Endothelial cell adhesion to ECM proteins through specific cell surface integrins mediates adhesion and migration [28]. We investigated the expression of ECM proteins in Vdr+/+ and Vdr−/− retinal EC by performing Western blot analysis of cell lysates (cell-associated proteins) and conditioned medium (secreted proteins). Figure 5A shows Vdr−/− retinal EC produced higher levels of osteopontin, SPARC, and TSP2 but similar levels of fibronectin compared with Vdr+/+ cells. The Vdr−/− retinal EC produced lower levels of TSP1. The quantification of data is shown in Figure 5B. These observations indicate that VDR expression affects adhesive and migratory properties of retinal EC impacted by changes in production of ECM proteins.

3.5. Increased Expression of Pro-Inflammatory Mediators and Activation of Proinflammatory Transcription Factors in Vdr−/− Retinal EC

Osteopontin, SPARC, and TSP1 play important roles in inflammatory responses, such as immune cell migration and infiltration [29,30]. Thus, changes in these ECM protein levels may indicate alterations in the regulation of inflammatory mediators in Vdr−/− retinal EC. To address this question, we performed qPCR analysis to compare inflammatory mediator expression levels in retinal EC. We observed increased expression of key proinflammatory mediators including MCP-1, IL-6, IL-33, and its receptor St2 in Vdr−/− retinal EC compared with Vdr+/+ cells. We also noted increased expression of other genes with important roles in inflammatory process including Icam-1, Vcam-1, Ager (receptor for advanced glycation endproducts, RAGE), F3 (Coagulation factor III), Fas, Nos2 (iNOS), Vegf, Plau (Urokinase plasminogen activator, uPA), and Stat3 in Vdr−/− retinal EC (Figure 6). Given the important roles of VE-cadherin and PECAM-1 as mechanosensors, whose expressions were affected by VDR expression, we next determined if the expression mechanosensing ion channels, namely Piezo1 and Piezo2 are affected. The expression of Piezo1, but not Piezo2, was detectable in Vdr+/+ retinal EC. However, the expression of both Piezo1 and Piezo2 was significantly upregulated in Vdr−/− retinal EC (Figure 6). These results are consistent with changes in adhesive and migratory properties of these cells through alterations and remodeling of ECM proteins.
Signaling pathways of pro-inflammatory cytokines are mediated by transcription factors such as NF-κB. The activation of NF-κB is controlled by multiple cellular events, resulting in the phosphorylation of the p65 subunit. In order to determine the effect of VDR expression on NF-κB activity, the level of phosphorylated p65 was assessed by Western blot analysis (Figure 7A). We observed an increase in p65 phosphorylation in Vdr−/− retinal EC compared to Vdr+/+ cells. In addition, we performed an immunofluorescence assay to detect NF-κB nuclear translocation in EC. The nuclear localization of phosphorylated p65 was noticeably increased in Vdr−/− retinal EC (Figure 7B). We also observed increased phosphorylation of STAT1, an important transcription factor that mediates pro-inflammatory signaling pathways, in Vdr−/− retinal EC (Figure 7C). Collectively, these results indicate that the absence of VDR expression is associated with a pro-inflammatory state of retinal EC.

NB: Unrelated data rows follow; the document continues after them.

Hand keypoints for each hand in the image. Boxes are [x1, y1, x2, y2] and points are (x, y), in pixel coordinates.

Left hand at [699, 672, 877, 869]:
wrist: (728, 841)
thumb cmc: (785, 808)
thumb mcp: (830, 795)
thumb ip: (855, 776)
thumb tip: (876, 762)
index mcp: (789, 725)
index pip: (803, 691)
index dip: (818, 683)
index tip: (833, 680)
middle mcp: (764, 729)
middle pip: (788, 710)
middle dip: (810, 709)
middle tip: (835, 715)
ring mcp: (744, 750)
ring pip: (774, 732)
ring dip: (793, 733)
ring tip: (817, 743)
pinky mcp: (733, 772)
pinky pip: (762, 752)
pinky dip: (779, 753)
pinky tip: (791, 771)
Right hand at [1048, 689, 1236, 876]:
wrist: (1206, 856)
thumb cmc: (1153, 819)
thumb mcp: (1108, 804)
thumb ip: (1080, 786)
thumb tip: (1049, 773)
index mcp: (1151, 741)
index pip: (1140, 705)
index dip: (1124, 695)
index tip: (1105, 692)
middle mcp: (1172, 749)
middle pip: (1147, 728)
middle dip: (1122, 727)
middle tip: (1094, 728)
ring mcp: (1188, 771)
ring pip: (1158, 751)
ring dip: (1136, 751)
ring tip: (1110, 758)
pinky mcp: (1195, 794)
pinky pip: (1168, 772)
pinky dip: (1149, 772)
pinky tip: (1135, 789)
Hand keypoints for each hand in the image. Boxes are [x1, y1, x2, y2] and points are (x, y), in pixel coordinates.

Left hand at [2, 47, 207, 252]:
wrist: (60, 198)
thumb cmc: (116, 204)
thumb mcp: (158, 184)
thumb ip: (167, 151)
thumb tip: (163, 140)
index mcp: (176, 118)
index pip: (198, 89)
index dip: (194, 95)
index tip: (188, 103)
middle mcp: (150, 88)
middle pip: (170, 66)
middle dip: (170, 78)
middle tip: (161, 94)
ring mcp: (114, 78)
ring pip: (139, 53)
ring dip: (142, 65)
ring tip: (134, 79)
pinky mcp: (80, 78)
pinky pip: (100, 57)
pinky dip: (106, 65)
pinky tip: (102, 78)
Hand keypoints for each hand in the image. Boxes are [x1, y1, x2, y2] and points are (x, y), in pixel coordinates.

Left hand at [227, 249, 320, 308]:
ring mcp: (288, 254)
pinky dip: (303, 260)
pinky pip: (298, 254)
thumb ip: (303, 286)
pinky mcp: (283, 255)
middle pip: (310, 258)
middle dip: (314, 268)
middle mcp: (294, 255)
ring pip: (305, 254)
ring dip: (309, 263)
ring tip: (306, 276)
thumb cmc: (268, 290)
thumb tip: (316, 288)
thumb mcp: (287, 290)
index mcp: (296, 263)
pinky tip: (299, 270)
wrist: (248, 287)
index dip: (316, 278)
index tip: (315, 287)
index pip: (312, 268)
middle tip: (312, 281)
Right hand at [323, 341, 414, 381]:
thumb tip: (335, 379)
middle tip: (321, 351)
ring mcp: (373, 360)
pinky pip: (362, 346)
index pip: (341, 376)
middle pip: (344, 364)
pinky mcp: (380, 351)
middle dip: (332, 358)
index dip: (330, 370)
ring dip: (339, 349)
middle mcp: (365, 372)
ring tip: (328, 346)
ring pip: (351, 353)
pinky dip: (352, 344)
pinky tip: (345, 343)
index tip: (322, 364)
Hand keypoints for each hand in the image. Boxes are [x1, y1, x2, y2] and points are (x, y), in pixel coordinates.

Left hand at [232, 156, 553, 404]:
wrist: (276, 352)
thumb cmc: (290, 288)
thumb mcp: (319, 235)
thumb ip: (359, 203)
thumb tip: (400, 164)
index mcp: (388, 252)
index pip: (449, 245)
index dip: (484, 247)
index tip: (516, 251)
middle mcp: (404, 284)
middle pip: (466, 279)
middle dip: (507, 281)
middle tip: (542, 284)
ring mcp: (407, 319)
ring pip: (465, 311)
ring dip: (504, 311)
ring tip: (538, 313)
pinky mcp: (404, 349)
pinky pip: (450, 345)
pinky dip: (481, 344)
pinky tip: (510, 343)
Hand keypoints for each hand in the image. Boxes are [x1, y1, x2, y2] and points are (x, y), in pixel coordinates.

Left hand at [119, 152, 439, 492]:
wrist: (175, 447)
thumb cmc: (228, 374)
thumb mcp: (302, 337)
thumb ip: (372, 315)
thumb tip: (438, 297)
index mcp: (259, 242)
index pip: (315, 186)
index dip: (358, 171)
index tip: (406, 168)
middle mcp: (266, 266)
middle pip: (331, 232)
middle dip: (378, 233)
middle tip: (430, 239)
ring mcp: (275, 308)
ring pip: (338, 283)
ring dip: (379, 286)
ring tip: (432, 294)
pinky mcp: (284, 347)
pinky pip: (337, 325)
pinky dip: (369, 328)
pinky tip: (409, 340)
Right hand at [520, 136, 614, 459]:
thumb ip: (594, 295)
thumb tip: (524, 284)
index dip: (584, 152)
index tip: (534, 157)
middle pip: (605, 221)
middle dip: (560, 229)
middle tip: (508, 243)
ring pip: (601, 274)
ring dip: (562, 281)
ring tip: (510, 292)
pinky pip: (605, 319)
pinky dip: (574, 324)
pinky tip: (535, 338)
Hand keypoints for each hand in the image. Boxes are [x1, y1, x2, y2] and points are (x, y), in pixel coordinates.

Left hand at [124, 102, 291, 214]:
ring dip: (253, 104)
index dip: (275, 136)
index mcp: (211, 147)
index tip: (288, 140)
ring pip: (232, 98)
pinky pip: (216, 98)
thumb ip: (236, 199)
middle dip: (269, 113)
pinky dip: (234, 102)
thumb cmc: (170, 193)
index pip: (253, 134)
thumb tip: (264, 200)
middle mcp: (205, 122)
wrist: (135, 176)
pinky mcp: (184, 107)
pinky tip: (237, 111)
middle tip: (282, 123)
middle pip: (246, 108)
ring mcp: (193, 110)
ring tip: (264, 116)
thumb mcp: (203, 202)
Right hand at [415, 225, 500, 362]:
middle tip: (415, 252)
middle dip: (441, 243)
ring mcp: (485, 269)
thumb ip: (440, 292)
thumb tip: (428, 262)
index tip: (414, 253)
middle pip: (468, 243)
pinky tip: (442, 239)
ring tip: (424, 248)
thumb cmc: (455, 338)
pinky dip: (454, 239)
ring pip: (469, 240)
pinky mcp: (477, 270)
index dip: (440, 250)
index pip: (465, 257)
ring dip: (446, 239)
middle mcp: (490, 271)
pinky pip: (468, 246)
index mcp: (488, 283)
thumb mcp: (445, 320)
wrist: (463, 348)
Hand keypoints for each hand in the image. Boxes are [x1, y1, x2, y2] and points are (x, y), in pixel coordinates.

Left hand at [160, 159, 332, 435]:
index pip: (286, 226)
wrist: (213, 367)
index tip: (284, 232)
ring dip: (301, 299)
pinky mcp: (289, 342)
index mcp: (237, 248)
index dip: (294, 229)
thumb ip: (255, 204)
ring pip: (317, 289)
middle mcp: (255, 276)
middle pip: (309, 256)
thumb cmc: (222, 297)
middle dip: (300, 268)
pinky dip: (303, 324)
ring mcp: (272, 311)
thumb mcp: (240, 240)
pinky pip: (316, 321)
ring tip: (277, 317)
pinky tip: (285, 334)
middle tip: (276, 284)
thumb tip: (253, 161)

3.6. Altered Cell Proliferation and Increased Oxidative Stress in Vdr−/− Retinal EC

Pro-inflammatory mediators and their signaling pathways regulate a range of cellular events including cell proliferation, oxidative stress, and apoptosis. To determine whether lack of VDR expression impacts cell proliferation, we counted the number of cells during a 2-week period in culture. Vdr−/− retinal EC showed a significant decrease in the rate of proliferation compared with Vdr+/+ cells (Figure 8A).
We next determined the sensitivity to oxidative stress by evaluating cell viability in retinal EC challenged with H2O2. Cells were exposed to different concentrations of H2O2 (1, 2, and 3 mM) for 2 days and cell viability was assessed using the MTS assay. The incubation with 3 mM H2O2 decreased the viability of Vdr+/+ retinal EC by 20%, while that of Vdr−/− retinal EC was decreased by 50% (Figure 8B). These results indicate VDR expression is associated with regulation of redox homeostasis in retinal EC. To address this question, we determined the expression of eNOS, an enzyme with key roles in production of nitric oxide (NO) whose perturbation could drive redox dysregulation [31]. NO plays a key role in regulating EC homeostasis and is recognized as an early target in pathophysiology of several vascular diseases [32,33]. It also has an antioxidant property and can scavenge lipid peroxyl radicals [34]. We observed eNOS expression was significantly decreased in Vdr−/− retinal EC (Figure 8C). These results demonstrated a significant role for VDR expression in the regulation of eNOS expression and is consistent with the reported impaired expression of eNOS in the aorta from endothelial cell-specific VDR knockout mice [18].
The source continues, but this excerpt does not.